Бадма и не обращал. Он понимал, что русский Бог на вероисповедание не смотрит, и будь ты хоть трижды Владыкой Неба — припашет работать на благо Родины. И не только христиан, а и чукчей начнёшь защищать от неведомого царя Салтана.
— Овцы и кони сыты, коровы дают белую пищу по доброте твоей и твоих детей, о Великий, — неторопливо, как предписывали обычаи, ответил Бадма и добавил: — Воины храбры, броня крепка и танки наши быстры.
— Крепка, говоришь? — Эсэге-Малан с сомнением посмотрел на прожжённый комбинезон танкиста.
— Правду он говорит, старый, — голос вошедшей в юрту бабушки Манзан-Гурмэ отвлёк патриарха от дальнейших вопросов. — Злые духи сгубили экипаж машины боевой.
— Из наших кто? Убью ханзохынов!
— Не ругайся, людей бы постыдился. И пьёшь с утра.
— У нас всегда утро.
— Тем более. А воина обратно отправь, ему только через семьдесят лет мало-мало помирать. Угробил немецка шулмус хорошего человека, нохоой.
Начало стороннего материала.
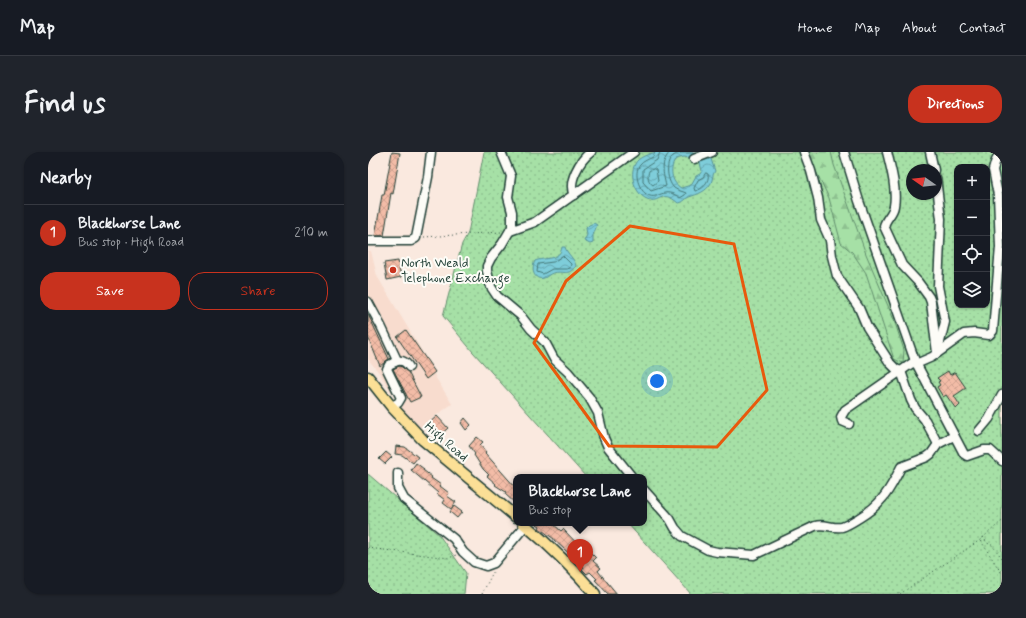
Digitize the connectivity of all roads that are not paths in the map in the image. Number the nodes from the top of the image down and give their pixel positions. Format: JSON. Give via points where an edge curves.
{"nodes":[{"id":1,"x":431,"y":152,"type":"edge"},
{"id":2,"x":501,"y":152,"type":"edge"},
{"id":3,"x":591,"y":152,"type":"edge"},
{"id":4,"x":634,"y":152,"type":"edge"},
{"id":5,"x":712,"y":152,"type":"edge"},
{"id":6,"x":804,"y":152,"type":"edge"},
{"id":7,"x":844,"y":152,"type":"edge"},
{"id":8,"x":887,"y":152,"type":"edge"},
{"id":9,"x":930,"y":152,"type":"edge"},
{"id":10,"x":1000,"y":152,"type":"edge"},
{"id":11,"x":694,"y":159,"type":"dead end"},
{"id":12,"x":933,"y":164,"type":"edge"},
{"id":13,"x":574,"y":196,"type":"junction"},
{"id":14,"x":939,"y":200,"type":"edge"},
{"id":15,"x":510,"y":231,"type":"junction"},
{"id":16,"x":368,"y":241,"type":"edge"},
{"id":17,"x":368,"y":302,"type":"edge"},
{"id":18,"x":937,"y":353,"type":"junction"},
{"id":19,"x":395,"y":362,"type":"junction"},
{"id":20,"x":916,"y":362,"type":"junction"},
{"id":21,"x":409,"y":367,"type":"dead end"},
{"id":22,"x":901,"y":371,"type":"junction"},
{"id":23,"x":368,"y":377,"type":"edge"},
{"id":24,"x":1002,"y":395,"type":"edge"},
{"id":25,"x":391,"y":406,"type":"junction"},
{"id":26,"x":849,"y":424,"type":"dead end"},
{"id":27,"x":979,"y":431,"type":"dead end"},
{"id":28,"x":954,"y":436,"type":"junction"},
{"id":29,"x":938,"y":444,"type":"junction"},
{"id":30,"x":1002,"y":461,"type":"edge"},
{"id":31,"x":398,"y":473,"type":"dead end"},
{"id":32,"x":630,"y":474,"type":"edge"},
{"id":33,"x":647,"y":493,"type":"edge"},
{"id":34,"x":513,"y":515,"type":"edge"},
{"id":35,"x":522,"y":526,"type":"edge"},
{"id":36,"x":526,"y":526,"type":"edge"},
{"id":37,"x":593,"y":594,"type":"edge"}],
"edges":[{"from":1,"to":16,"type":"street","via":[[416,238],[412,241]]},
{"from":2,"to":15,"type":"street","via":[[511,176],[508,197],[512,216]]},
{"from":3,"to":13,"type":"street","via":[[575,172],[572,188]]},
{"from":4,"to":13,"type":"street"},
{"from":5,"to":11,"type":"street"},
{"from":6,"to":22,"type":"street","via":[[818,198],[821,220],[830,240],[837,276],[859,308],[867,327],[890,363]]},
{"from":7,"to":20,"type":"street"},
{"from":8,"to":18,"type":"street","via":[[893,177],[895,204],[884,226],[902,265],[929,297]]},
{"from":9,"to":12,"type":"street"},
{"from":10,"to":18,"type":"street","via":[[993,170],[998,195],[1000,247],[993,331],[989,335],[964,334]]},
{"from":13,"to":15,"type":"street","via":[[535,222]]},
{"from":14,"to":18,"type":"street","via":[[941,219],[938,286],[945,322]]},
{"from":15,"to":32,"type":"street","via":[[487,266],[491,287],[497,296],[522,316],[545,342],[554,359],[589,397],[598,413],[608,447]]},
{"from":17,"to":19,"type":"street","via":[[396,358]]},
{"from":18,"to":20,"type":"street"},
{"from":19,"to":21,"type":"street","via":[[403,361]]},
{"from":19,"to":25,"type":"street","via":[[387,369],[401,398],[398,403]]},
{"from":20,"to":22,"type":"street"},
{"from":20,"to":28,"type":"street"},
{"from":22,"to":26,"type":"street","via":[[845,410],[841,417],[842,421]]},
{"from":22,"to":29,"type":"street","via":[[910,400]]},
{"from":23,"to":25,"type":"main road","name":"High Road"},
{"from":24,"to":27,"type":"street"},
{"from":25,"to":34,"type":"main road","name":"High Road","via":[[423,440]]},
{"from":28,"to":29,"type":"street"},
{"from":28,"to":30,"type":"street","via":[[964,454],[968,456],[990,450]]},
{"from":29,"to":33,"type":"street","via":[[927,457],[901,467],[889,492],[873,509],[854,521],[842,527],[815,526],[754,555],[708,550],[686,538],[678,532]]},
{"from":31,"to":35,"type":"street","via":[[398,488],[404,499],[454,539],[474,562],[486,566],[494,563]]},
{"from":36,"to":37,"type":"main road","via":[[566,563]]}]}
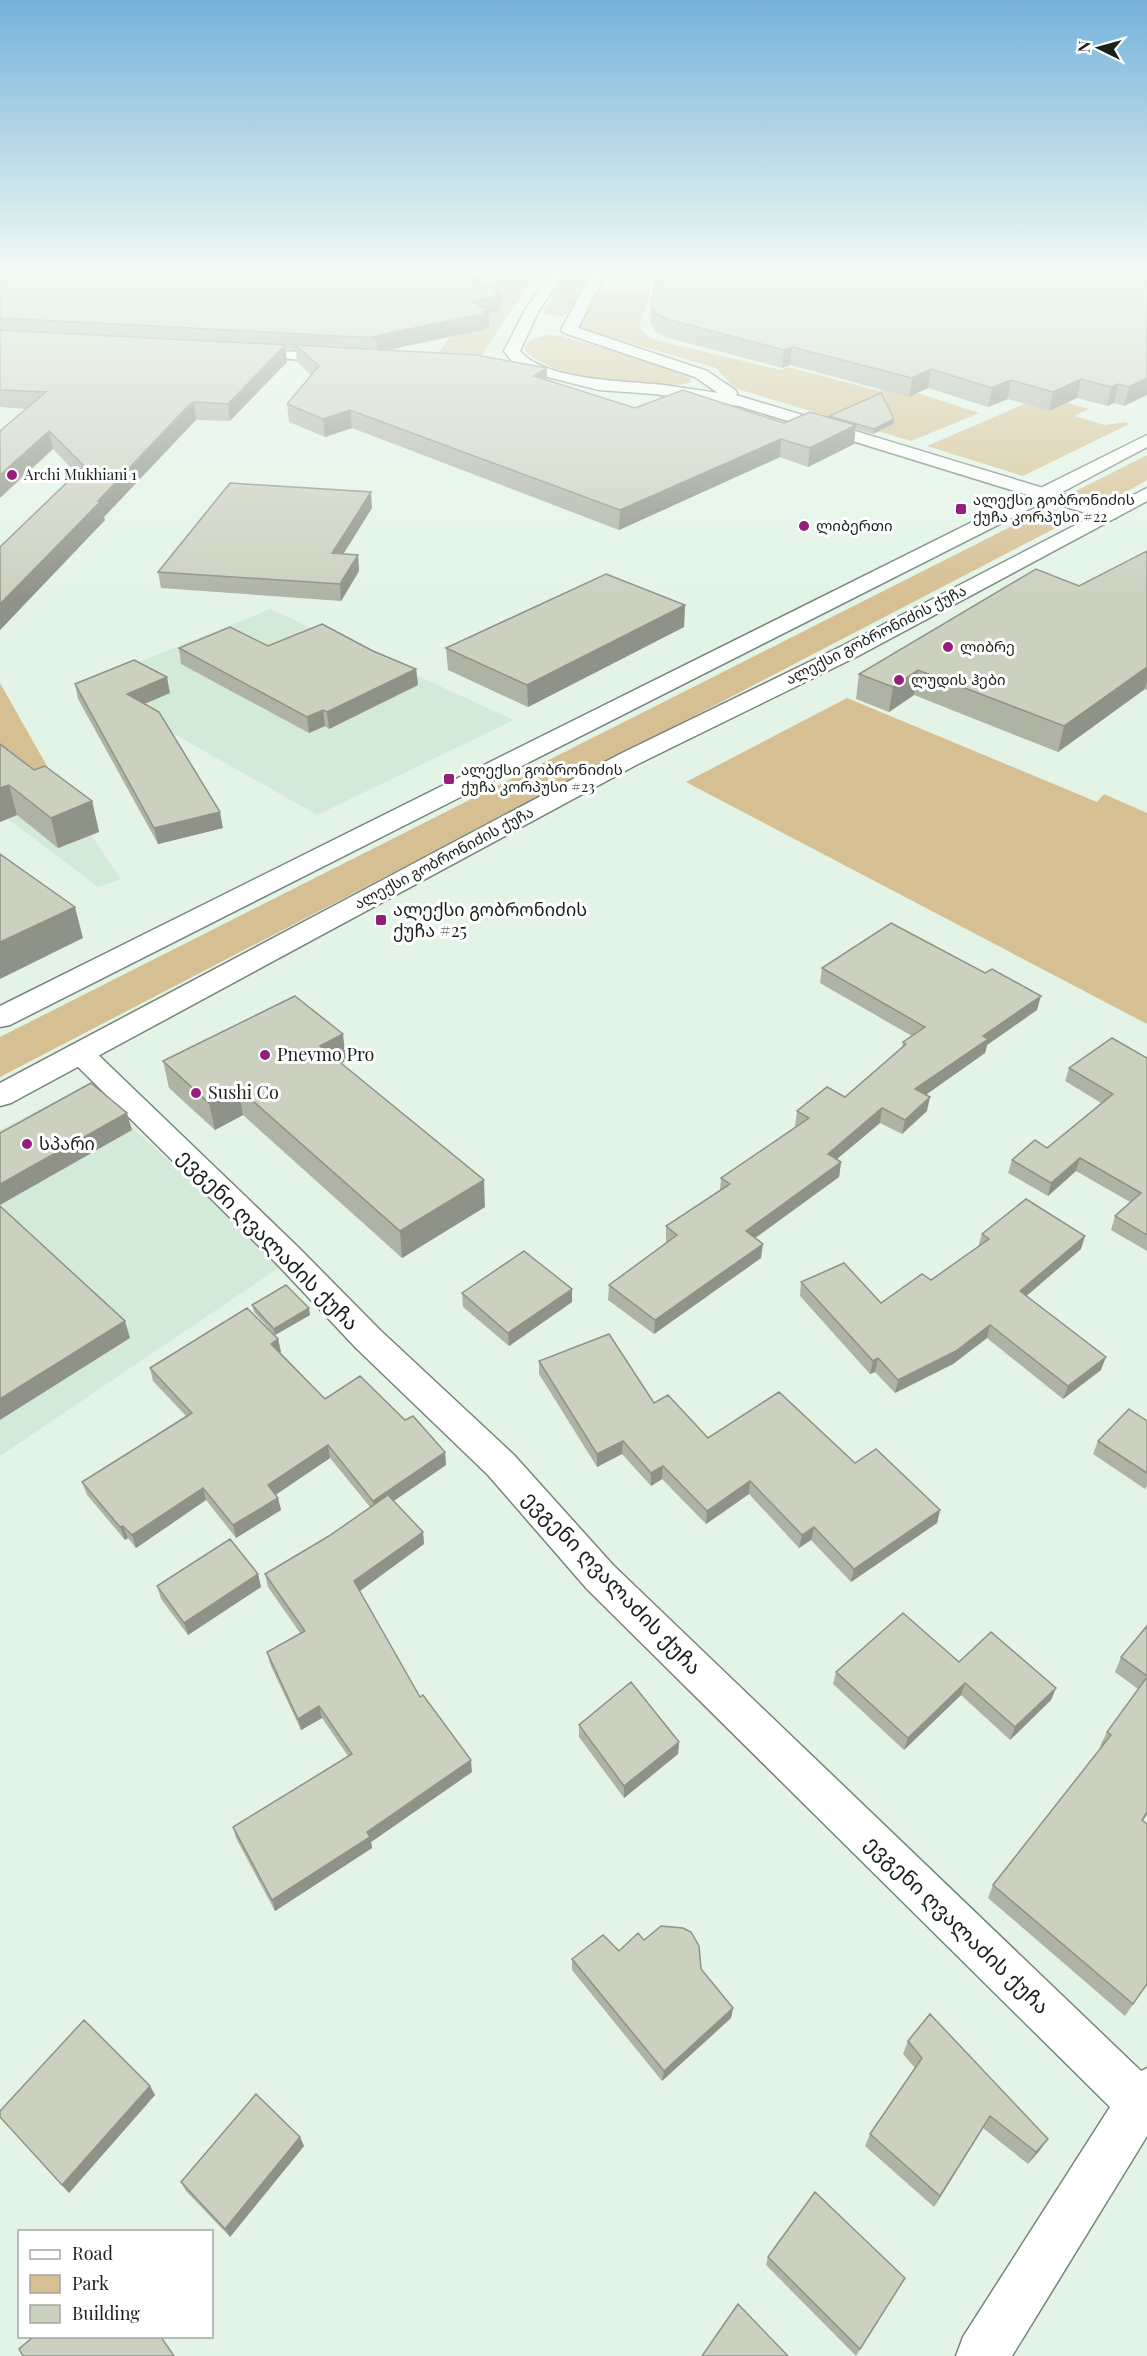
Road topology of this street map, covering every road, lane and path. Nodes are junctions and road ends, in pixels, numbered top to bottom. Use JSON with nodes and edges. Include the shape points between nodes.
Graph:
{"nodes":[{"id":1,"x":582,"y":381,"type":"edge"},
{"id":2,"x":701,"y":381,"type":"edge"},
{"id":3,"x":711,"y":381,"type":"edge"},
{"id":4,"x":654,"y":389,"type":"junction"},
{"id":5,"x":741,"y":401,"type":"junction"},
{"id":6,"x":1147,"y":440,"type":"edge"},
{"id":7,"x":1044,"y":494,"type":"junction"},
{"id":8,"x":1147,"y":494,"type":"edge"},
{"id":9,"x":1109,"y":514,"type":"junction"},
{"id":10,"x":0,"y":1018,"type":"edge"},
{"id":11,"x":80,"y":1053,"type":"junction"},
{"id":12,"x":0,"y":1096,"type":"edge"},
{"id":13,"x":1144,"y":2102,"type":"edge"},
{"id":14,"x":982,"y":2356,"type":"edge"}],
"edges":[{"from":1,"to":4,"type":"main road"},
{"from":2,"to":4,"type":"main road","via":[[674,390]]},
{"from":3,"to":5,"type":"main road"},
{"from":4,"to":5,"type":"main road"},
{"from":5,"to":7,"type":"main road"},
{"from":6,"to":7,"type":"main road"},
{"from":7,"to":9,"type":"main road"},
{"from":7,"to":10,"type":"main road"},
{"from":8,"to":9,"type":"main road","name":"ალექსი გობრონიძის ქუჩა"},
{"from":9,"to":11,"type":"main road","name":"ალექსი გობრონიძის ქუჩა","via":[[850,651],[629,759]]},
{"from":11,"to":12,"type":"main road","name":"ალექსი გობრონიძის ქუჩა"},
{"from":11,"to":13,"type":"street","name":"ევგენი ღვალაძის ქუჩა","via":[[501,1465],[600,1577]]},
{"from":13,"to":14,"type":"street"}]}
Возвращай немедленно на землю, пусть живёт.
— Погоди, жена, не торопись. У меня же отчётность.
— А у него приказ. Забыл, что Яса говорит? А Николе-бурхану сообщишь об ошибке.
— Ага, и опять, как в прошлом году, переходящее Красное Знамя не получим. Кимереть по шести показателям впереди идёт.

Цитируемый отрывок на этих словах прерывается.